Print(“Total error after 10,000 additional tries: “+str(np.sum(np.abs(l2_error) / 2)))

#10 This is the beginning of backpropagation.All of the following steps share the goal of adjusting the weights in syn0 and syn1 to improve our estimation. To make our tuning as efficient as possible, we must identify the largest errors in our weights. For this, we must first calculate the confidence level of each l2 estimate by taking the slope of each l2 estimate. Then we have to multiply it by l2_error. In other words, we calculate l2_delta by multiplying the error in the sigmoid of a given value. Why? Because l2_error values ​​corresponding to high confidence predictions (e.g. 0 or close to 1) must be multiplied by a small number (low slope corresponding to high confidence), so they change little. In this way, our network prioritizes improving the worst predictions (for example, lower confidence predictions closer to 0.5 have a steeper slope).

l2_delta = l2_error*nonlin(l2,deriv=True)

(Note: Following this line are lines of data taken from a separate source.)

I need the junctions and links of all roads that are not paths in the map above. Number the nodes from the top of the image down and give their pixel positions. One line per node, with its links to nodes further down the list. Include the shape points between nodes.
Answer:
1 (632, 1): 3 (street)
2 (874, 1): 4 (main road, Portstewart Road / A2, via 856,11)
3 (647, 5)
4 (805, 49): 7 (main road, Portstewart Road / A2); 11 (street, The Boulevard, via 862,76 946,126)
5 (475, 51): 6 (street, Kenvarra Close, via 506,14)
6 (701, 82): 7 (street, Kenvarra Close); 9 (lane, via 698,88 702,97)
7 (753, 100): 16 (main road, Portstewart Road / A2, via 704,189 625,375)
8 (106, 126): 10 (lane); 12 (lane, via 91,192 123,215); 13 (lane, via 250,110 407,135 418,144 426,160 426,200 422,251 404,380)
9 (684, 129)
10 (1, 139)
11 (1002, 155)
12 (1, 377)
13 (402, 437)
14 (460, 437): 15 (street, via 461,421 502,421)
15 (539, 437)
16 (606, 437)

#11 Back propagation continues. In step 7 we fed our data from l0 to l1 and l2 forward into our prediction. Now, working backwards, we will find how many errors l1 contains when we feed. l1_error is the difference between the last calculated l1 and the ideal l1 that will provide the ideal l2 we want. To find l1_error, we must multiply l2_delta (what we want l2 to be on the next try) by the weights (syn1) that we think are most appropriate on our last try. In other words, to update syn0 we must take into account the effects of syn1 (with its current values) on the predictions of our network. We do this by taking the result of the newly calculated l2_delta giving l1_error and the current value of syn1. This corresponds to the amount of update we will do in syn0 to change l1 next time.

l1_error = l2_delta.dot(syn1.T)

#12 Similar to #10 above, we want to get a better estimate of l2 by adjusting the middle layer l1. Thus, l2 can better predict the y target. That is, while we make large changes in weights at low confidence values, we make small changes at high confidence values.

For this, we multiply l1_error by the slope of the sigmoid of l1 as in #10. Thus, the network makes larger changes in synapse weights for low confidence (closer to 0.5) predictions.

l1_delta = l1_error * nonlin(l1,deriv=True)

#13 Updating synapses: This is gradual descent. In this step, the synapses, the real brain of our network, learn from their mistakes, remember and get better. By multiplying each delta by the corresponding layer, we update our synapses to better predict on the next try.

syn1 += l1.T.dot(l2_delta)

syn0 += l0.T.dot(l1_delta)

Print the results!

print(“Our error value y-l2 after 60,000 attempts: “)

print(l2)

Sigmoid Function

The nonlinear function in line 8 plays a very important role in the learning of our network. But fear not if you haven’t grasped all of them right away. This is our first time going over this material. We’ll go into more detail in step 10 below. We will use the sigmoid function as an example of a nonlinear function. Nowadays sigmoid is less used than ReLU but sigmoid is easier to learn and once you understand sigmoid you will have no trouble grasping the ReLU function.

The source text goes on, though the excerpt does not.